→ **The task**: Those lines of the data that hold the word "Бурденко" are to be copied out.

Records to use below:

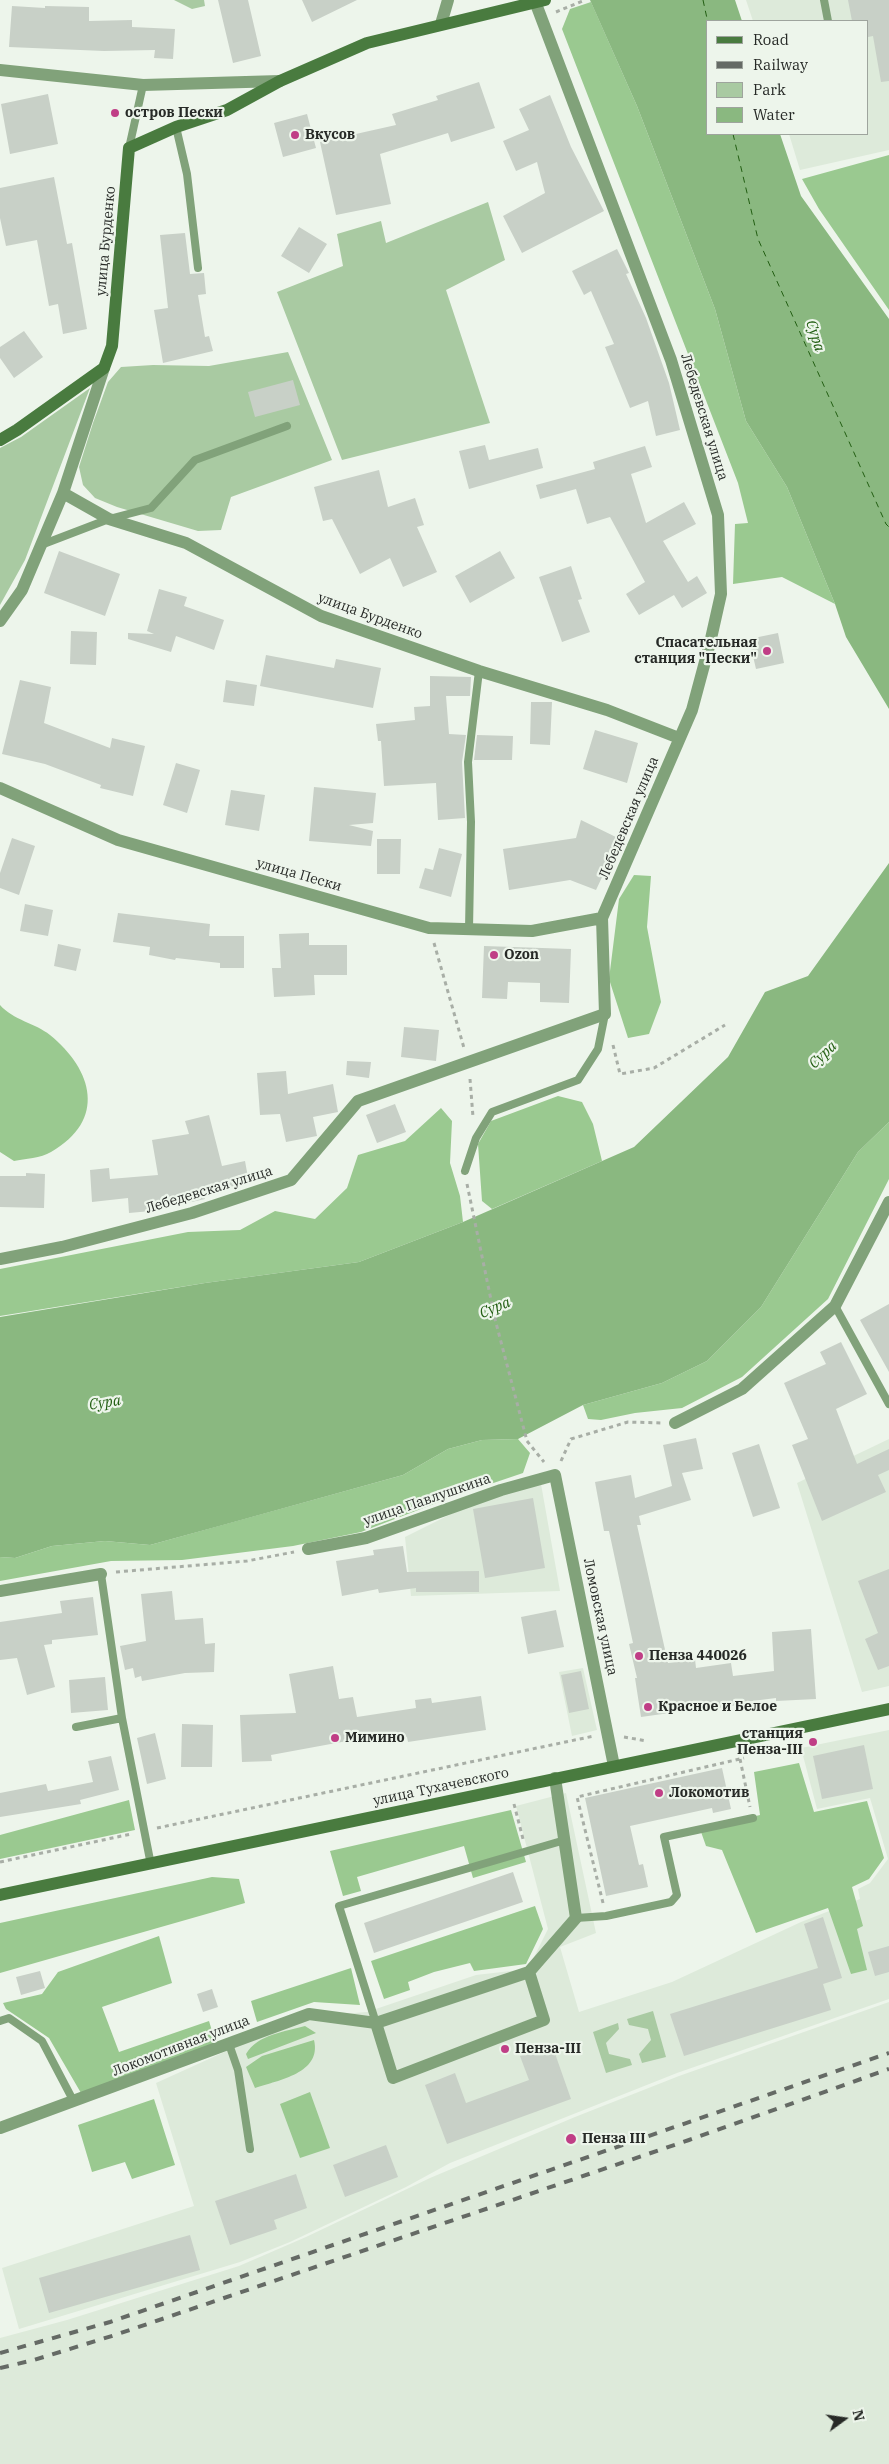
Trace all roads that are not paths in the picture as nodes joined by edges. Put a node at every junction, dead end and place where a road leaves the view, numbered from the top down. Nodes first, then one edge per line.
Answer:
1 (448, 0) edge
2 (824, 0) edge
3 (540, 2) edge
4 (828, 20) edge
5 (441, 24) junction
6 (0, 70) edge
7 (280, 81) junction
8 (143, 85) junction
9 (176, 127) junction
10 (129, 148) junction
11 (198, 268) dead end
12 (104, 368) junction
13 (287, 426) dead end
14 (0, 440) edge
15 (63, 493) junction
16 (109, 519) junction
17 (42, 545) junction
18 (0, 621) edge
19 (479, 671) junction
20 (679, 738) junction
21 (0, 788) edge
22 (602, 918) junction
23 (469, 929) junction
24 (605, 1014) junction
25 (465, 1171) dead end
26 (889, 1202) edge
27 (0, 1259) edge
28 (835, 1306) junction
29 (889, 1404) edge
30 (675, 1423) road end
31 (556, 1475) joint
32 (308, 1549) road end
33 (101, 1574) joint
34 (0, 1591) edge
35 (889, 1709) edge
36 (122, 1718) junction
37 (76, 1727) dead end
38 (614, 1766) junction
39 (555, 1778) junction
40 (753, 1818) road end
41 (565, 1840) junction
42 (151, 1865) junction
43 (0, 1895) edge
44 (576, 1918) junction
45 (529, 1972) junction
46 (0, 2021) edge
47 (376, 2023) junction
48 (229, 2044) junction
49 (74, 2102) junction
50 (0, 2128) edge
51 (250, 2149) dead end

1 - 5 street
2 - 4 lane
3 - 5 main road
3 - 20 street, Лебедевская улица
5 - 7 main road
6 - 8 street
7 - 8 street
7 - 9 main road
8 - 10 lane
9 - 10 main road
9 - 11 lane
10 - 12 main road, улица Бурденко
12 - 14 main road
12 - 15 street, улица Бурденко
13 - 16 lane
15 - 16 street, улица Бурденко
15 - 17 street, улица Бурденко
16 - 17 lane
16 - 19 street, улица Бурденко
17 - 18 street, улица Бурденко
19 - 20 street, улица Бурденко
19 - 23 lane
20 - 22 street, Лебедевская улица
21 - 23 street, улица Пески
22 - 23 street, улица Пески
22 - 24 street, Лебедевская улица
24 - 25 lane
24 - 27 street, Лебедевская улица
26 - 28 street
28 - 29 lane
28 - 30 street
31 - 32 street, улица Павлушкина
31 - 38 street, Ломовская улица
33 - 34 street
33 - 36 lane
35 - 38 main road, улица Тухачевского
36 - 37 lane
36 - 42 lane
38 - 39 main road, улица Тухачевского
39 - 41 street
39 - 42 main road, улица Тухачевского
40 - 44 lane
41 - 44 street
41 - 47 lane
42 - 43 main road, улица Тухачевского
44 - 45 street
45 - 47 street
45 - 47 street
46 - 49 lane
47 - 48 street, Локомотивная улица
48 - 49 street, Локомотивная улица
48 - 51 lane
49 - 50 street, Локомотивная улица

End of Records to use.
Records to use below:

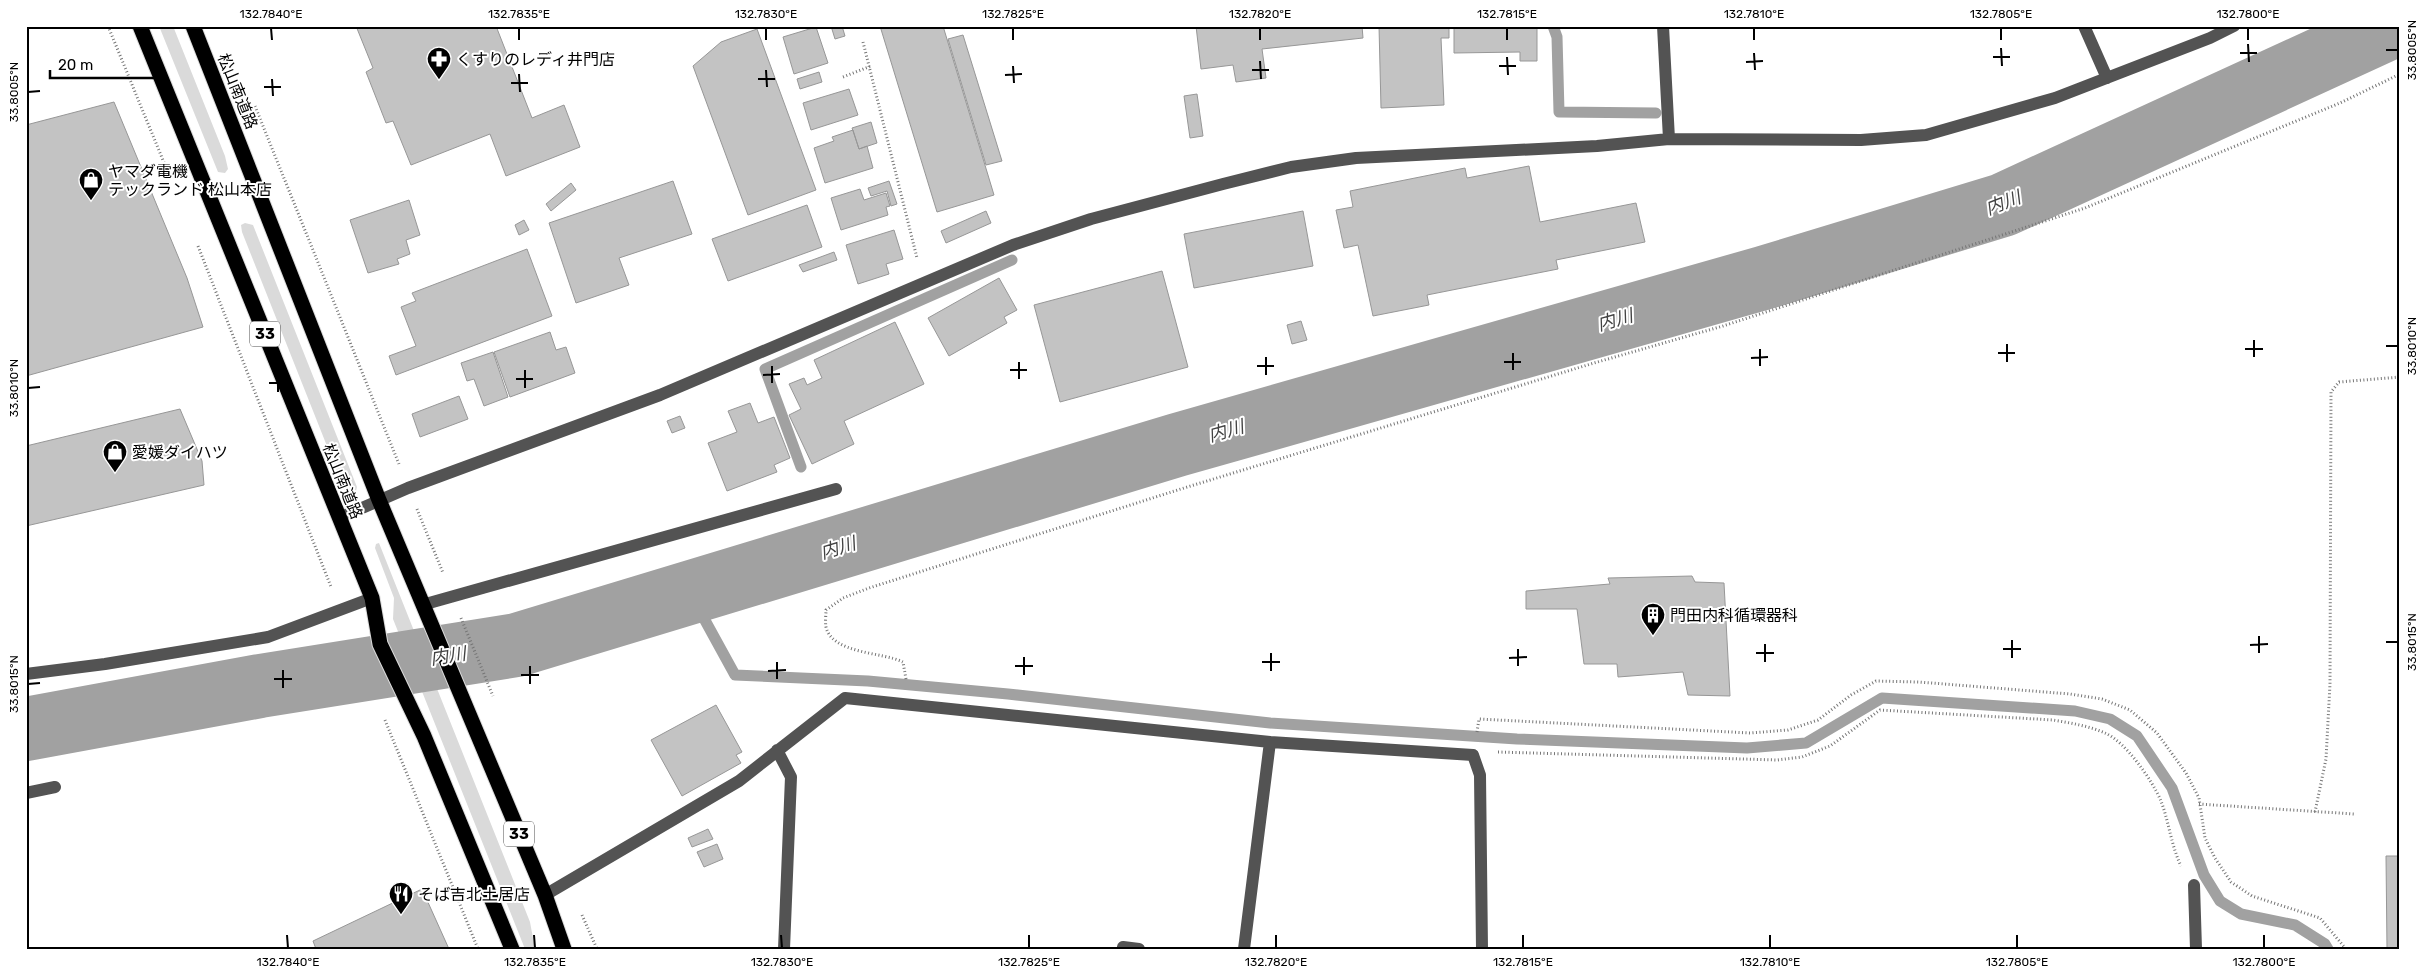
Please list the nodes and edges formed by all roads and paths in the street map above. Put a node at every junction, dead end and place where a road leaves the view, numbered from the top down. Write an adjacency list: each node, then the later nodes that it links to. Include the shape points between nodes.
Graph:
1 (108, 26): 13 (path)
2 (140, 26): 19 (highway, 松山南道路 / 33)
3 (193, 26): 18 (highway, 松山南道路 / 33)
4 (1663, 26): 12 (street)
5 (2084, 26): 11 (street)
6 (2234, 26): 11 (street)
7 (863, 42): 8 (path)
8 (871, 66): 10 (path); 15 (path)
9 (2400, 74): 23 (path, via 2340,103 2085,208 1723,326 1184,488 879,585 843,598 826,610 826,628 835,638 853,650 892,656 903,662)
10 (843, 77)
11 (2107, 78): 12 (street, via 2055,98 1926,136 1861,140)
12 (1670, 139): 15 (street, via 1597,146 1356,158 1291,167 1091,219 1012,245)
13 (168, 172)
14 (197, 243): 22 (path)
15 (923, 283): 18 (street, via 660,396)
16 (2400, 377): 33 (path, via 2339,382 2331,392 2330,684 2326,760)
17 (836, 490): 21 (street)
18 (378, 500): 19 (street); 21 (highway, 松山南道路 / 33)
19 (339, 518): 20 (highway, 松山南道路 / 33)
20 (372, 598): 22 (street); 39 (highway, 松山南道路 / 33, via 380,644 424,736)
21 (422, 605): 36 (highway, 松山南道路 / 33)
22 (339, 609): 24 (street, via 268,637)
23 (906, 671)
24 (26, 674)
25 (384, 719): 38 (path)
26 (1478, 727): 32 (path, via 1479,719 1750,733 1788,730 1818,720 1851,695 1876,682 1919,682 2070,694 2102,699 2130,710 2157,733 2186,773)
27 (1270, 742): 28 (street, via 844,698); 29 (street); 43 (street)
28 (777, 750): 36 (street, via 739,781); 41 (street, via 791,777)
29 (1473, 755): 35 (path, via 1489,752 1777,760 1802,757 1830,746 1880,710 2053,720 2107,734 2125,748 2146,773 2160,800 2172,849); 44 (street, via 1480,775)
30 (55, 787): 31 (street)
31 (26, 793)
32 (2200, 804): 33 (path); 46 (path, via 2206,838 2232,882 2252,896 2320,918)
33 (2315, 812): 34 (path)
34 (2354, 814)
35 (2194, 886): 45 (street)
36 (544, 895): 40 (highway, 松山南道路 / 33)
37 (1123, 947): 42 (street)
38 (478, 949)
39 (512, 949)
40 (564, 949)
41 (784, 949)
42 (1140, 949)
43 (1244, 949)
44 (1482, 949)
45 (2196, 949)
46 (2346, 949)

End of Records to use.

→ **Answer area**:
10 - 12 main road, улица Бурденко
12 - 15 street, улица Бурденко
15 - 16 street, улица Бурденко
15 - 17 street, улица Бурденко
16 - 19 street, улица Бурденко
17 - 18 street, улица Бурденко
19 - 20 street, улица Бурденко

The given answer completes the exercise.